RISK MANAGEMENT

Bot Monitoring and Alerts: Knowing When Your Trading Bot Stops Working

June 23, 2026 · 7 min read · LMEX.AI

A bot that crashes silently at 3am loses money for hours before anyone notices. The cheapest insurance you can buy as an algo trader is the alert that wakes you up when something is wrong.

This article walks through what to monitor on a live trading bot, how to wire up Telegram and healthchecks in Python, and the alert thresholds that actually matter.

Why silent failures cost real money

Three failure modes account for the vast majority of bot downtime:

1. **Process crashes** — unhandled exception, OOM kill, disk full. Bot stops. Stop-loss orders may not fire. Open positions sit unmanaged.
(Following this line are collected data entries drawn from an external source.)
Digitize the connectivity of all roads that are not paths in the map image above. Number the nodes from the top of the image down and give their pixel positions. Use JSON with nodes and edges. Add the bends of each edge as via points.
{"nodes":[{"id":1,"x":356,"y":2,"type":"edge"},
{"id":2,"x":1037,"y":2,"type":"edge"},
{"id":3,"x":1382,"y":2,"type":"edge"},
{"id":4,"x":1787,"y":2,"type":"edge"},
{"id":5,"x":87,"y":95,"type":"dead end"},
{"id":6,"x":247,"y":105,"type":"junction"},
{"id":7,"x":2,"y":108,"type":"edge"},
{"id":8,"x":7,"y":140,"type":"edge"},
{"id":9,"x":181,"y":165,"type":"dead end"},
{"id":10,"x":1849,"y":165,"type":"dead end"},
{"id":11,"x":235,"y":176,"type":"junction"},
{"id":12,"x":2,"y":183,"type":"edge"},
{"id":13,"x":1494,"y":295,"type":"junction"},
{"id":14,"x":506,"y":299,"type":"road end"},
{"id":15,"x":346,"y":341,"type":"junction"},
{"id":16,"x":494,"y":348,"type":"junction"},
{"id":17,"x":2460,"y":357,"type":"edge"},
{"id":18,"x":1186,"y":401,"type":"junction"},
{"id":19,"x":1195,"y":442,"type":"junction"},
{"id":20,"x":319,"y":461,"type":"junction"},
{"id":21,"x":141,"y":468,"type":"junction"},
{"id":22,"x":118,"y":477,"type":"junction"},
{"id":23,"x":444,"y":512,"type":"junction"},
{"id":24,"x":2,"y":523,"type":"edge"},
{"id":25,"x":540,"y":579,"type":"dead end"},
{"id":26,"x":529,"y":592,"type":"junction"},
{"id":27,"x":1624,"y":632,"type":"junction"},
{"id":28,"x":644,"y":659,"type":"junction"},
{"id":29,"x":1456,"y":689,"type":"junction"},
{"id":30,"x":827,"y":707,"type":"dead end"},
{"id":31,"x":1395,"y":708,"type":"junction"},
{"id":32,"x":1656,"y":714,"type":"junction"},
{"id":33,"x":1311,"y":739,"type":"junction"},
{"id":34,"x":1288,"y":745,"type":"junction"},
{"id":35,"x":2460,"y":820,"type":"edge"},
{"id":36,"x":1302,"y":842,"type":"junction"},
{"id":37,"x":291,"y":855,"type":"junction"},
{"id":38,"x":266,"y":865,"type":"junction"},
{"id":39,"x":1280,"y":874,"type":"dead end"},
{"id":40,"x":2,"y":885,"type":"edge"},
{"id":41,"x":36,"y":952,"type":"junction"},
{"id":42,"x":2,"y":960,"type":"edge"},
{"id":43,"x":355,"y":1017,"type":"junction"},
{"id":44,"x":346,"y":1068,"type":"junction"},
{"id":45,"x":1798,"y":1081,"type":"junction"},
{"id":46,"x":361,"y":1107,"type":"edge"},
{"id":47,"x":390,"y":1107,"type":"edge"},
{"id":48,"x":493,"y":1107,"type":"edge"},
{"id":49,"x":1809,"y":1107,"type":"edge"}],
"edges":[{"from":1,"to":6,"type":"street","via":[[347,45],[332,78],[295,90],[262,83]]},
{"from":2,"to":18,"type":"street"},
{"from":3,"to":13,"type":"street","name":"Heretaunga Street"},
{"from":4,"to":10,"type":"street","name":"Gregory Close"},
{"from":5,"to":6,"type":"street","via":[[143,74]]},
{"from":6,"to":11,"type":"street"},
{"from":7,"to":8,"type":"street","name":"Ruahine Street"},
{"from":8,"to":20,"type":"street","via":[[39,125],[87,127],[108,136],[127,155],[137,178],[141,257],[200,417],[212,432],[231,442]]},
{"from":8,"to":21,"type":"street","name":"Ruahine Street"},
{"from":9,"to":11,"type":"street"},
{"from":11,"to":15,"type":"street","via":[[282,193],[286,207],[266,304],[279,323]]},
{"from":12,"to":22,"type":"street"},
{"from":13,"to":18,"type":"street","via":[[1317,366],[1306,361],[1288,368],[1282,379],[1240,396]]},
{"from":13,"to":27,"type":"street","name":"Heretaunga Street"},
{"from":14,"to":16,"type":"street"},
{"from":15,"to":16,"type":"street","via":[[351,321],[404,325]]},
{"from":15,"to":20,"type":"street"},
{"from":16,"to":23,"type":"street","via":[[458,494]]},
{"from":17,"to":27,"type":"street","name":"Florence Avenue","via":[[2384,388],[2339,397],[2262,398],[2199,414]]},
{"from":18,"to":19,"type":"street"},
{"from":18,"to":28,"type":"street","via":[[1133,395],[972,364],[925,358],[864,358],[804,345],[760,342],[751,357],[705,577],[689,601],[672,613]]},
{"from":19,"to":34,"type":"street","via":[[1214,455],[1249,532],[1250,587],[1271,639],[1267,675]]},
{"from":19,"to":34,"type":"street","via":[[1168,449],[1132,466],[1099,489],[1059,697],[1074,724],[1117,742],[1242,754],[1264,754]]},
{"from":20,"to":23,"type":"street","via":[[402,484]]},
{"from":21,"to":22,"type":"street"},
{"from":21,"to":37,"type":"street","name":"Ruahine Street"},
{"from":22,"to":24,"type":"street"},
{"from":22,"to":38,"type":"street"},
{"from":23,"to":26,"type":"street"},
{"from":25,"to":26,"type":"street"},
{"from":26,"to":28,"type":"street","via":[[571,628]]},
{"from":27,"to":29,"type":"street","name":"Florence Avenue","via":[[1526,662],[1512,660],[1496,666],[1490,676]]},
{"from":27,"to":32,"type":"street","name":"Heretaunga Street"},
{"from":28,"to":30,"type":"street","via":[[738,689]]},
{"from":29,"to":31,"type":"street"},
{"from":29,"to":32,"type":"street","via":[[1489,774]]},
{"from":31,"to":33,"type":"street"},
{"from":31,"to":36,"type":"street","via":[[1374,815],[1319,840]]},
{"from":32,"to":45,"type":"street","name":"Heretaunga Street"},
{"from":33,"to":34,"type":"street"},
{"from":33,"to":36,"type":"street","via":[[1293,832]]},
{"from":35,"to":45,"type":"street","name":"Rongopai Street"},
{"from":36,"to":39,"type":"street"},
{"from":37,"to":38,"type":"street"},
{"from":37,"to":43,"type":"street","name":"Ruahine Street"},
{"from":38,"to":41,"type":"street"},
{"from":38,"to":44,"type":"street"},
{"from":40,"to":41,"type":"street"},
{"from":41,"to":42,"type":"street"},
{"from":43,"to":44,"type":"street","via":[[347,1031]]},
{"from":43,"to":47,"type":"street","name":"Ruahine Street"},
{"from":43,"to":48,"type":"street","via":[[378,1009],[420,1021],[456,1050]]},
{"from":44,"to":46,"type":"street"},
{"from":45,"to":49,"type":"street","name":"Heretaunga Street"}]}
2. **API errors** — exchange rate limits, transient network issues, key expiry. Bot is running but every order fails.

3. **Behavioural drift** — bot is "running" but trading wildly differently than expected. Position size 10× normal, or signals firing every minute instead of every hour.

The first two are easy to detect — the bot is either alive or it isn't. The third one is harder, and tends to be the most expensive when it happens.

What to monitor

Five signals cover most of what matters:

**Process liveness** — is the bot's systemd service active? Easy to check, easy to alert on.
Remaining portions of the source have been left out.